Data l'impazienza intrinseca dei giovani giocatori, lui naturalmente vuole giocare ogni partita. Ma ci sono semplicemente troppe partite, e l'Arsenal, avendo appena terminato una, potrebbe affrontare una maratona di 68 partite. Arteta ruoterà saggiamente per garantire la forma fisica per ogni partita, una lezione imparata dal sovraccarico di Rice la scorsa stagione.

"MLS" (le iniziali del nome completo di Skelly) porta l'energia e l'intensità del pressing, oltre a compostezza e creatività nel possesso palla. Per il primo gol dell'Arsenal contro il Manchester City, Lewis-Skelly ha lasciato tranquillamente che la palla gli passasse davanti, quindi ha guidato Calafiori in una situazione di uno contro uno. Pochi giocatori possiedono la visione per vedere un passaggio del genere e la tecnica per eseguirlo. Ha individuato l'opportunità presto, e questa anticipazione e agilità nel cambiare direzione riflettono i suoi primi anni come promettente tennista.

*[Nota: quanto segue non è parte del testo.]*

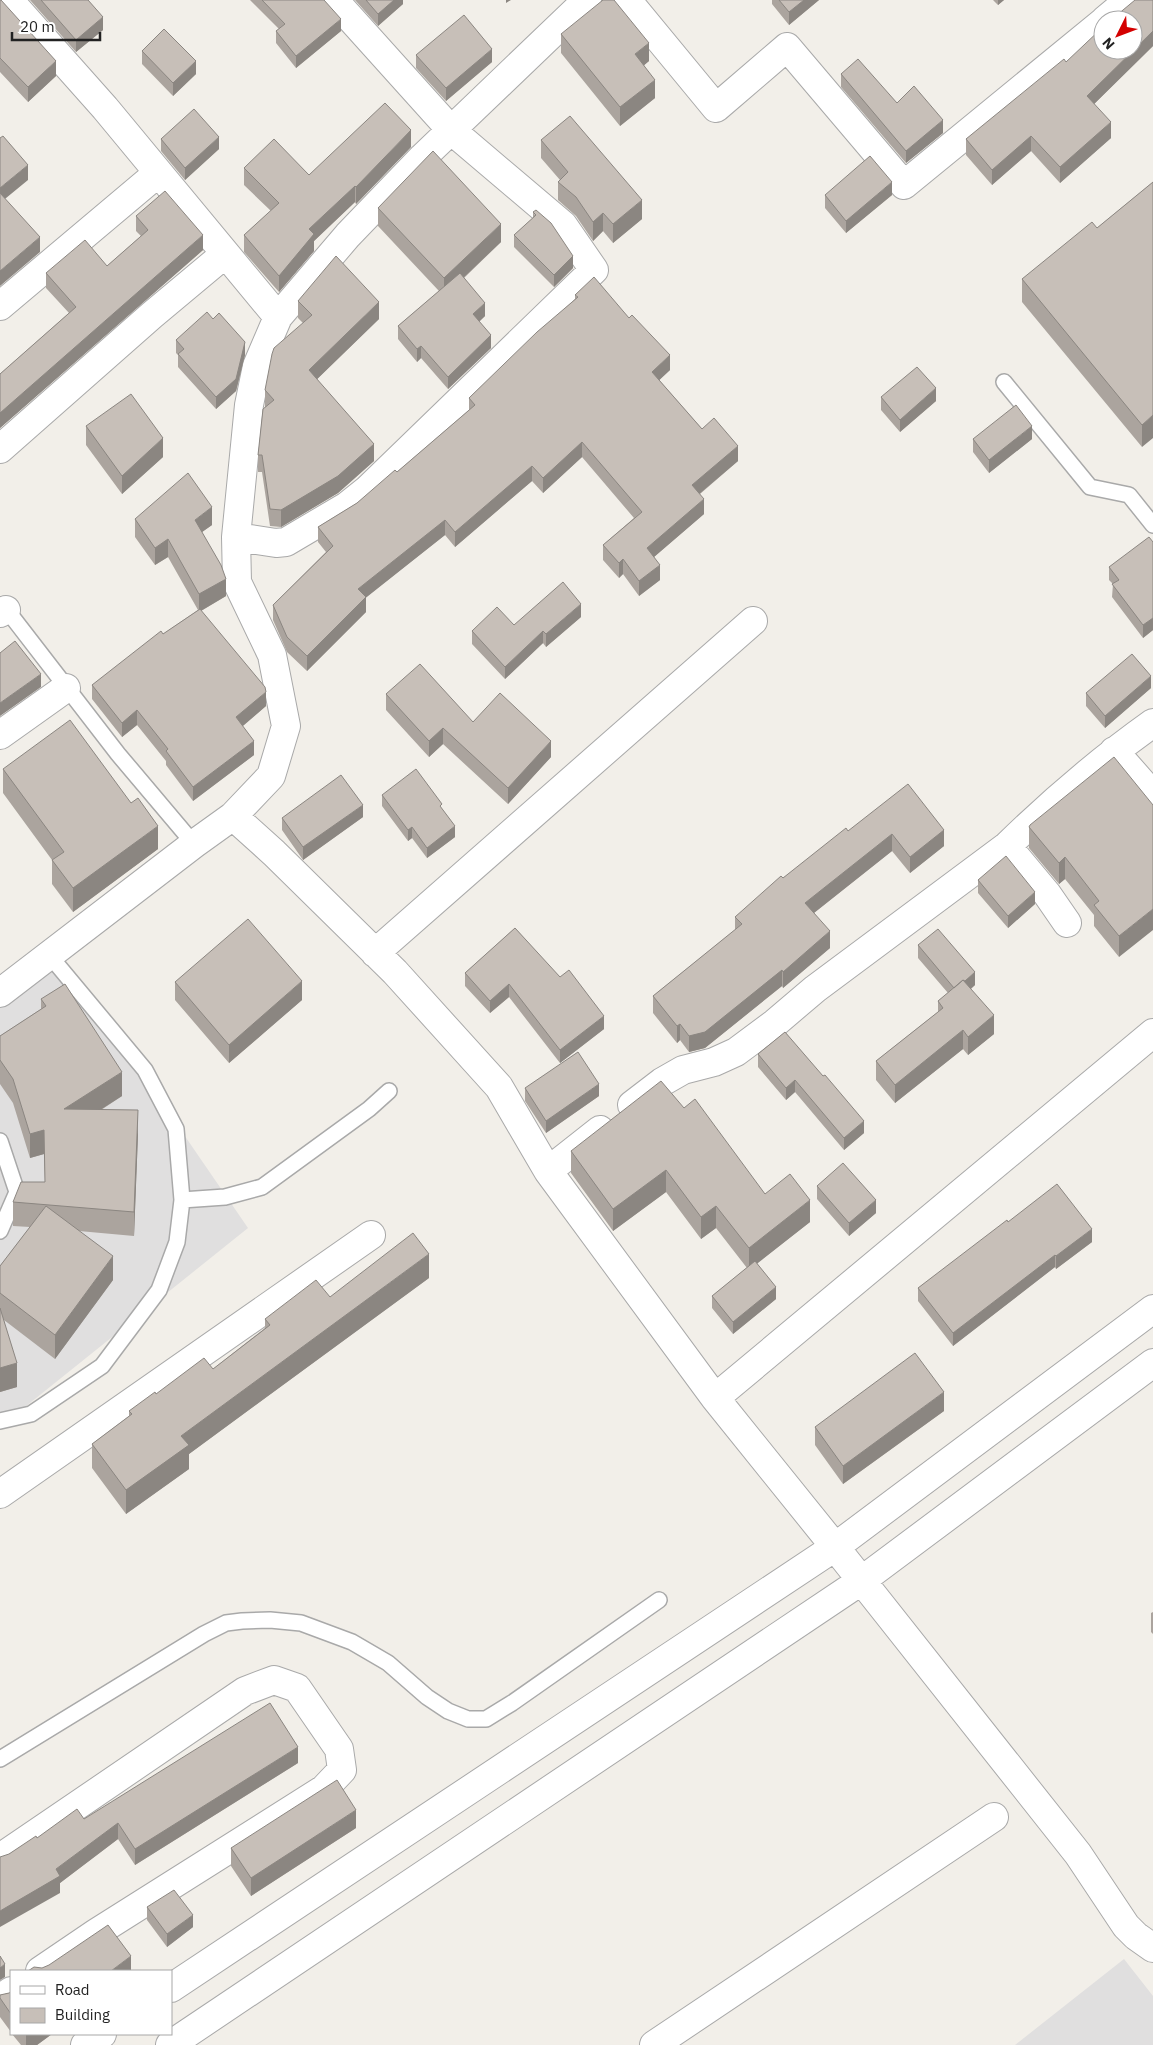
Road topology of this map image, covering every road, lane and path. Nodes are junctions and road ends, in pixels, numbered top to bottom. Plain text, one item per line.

È versatile, con la sua migliore posizione a centrocampo, ma ha iniziato come terzino sinistro sia per l'Arsenal che per l'Inghilterra. Ha giocato come difensore centrale a scuola, ma manca di altezza. Il suo gioco ha ancora aree da migliorare, come il tiro, ma ha solo 19 anni. Come tutti i giovani calciatori professionisti, Skelly sta imparando a dedicarsi completamente al suo mestiere. Al campo di allenamento di London Colney, non gli mancano eccellenti modelli di riferimento.

Skelly incarna le qualità che i tifosi amano sempre – un giocatore cresciuto in casa, un diplomato dell'accademia molto rispettato, un legame tra lo spogliatoio e gli spalti. È un ragazzo di Hale End, entrato a otto anni, intriso delle tradizioni del club, proprio come Saka e il prossimo ambasciatore, Dowman. In un'era di costi di trasferimento alle stelle e club che devono bilanciare i conti (cosa che l'Arsenal ha fatto bene), coltivare il talento dell'accademia ha ancora più senso. Ma il difetto di questo sistema è che incoraggia i club a vendere i propri giocatori dell'accademia, poiché questo conta come puro profitto sui libri contabili.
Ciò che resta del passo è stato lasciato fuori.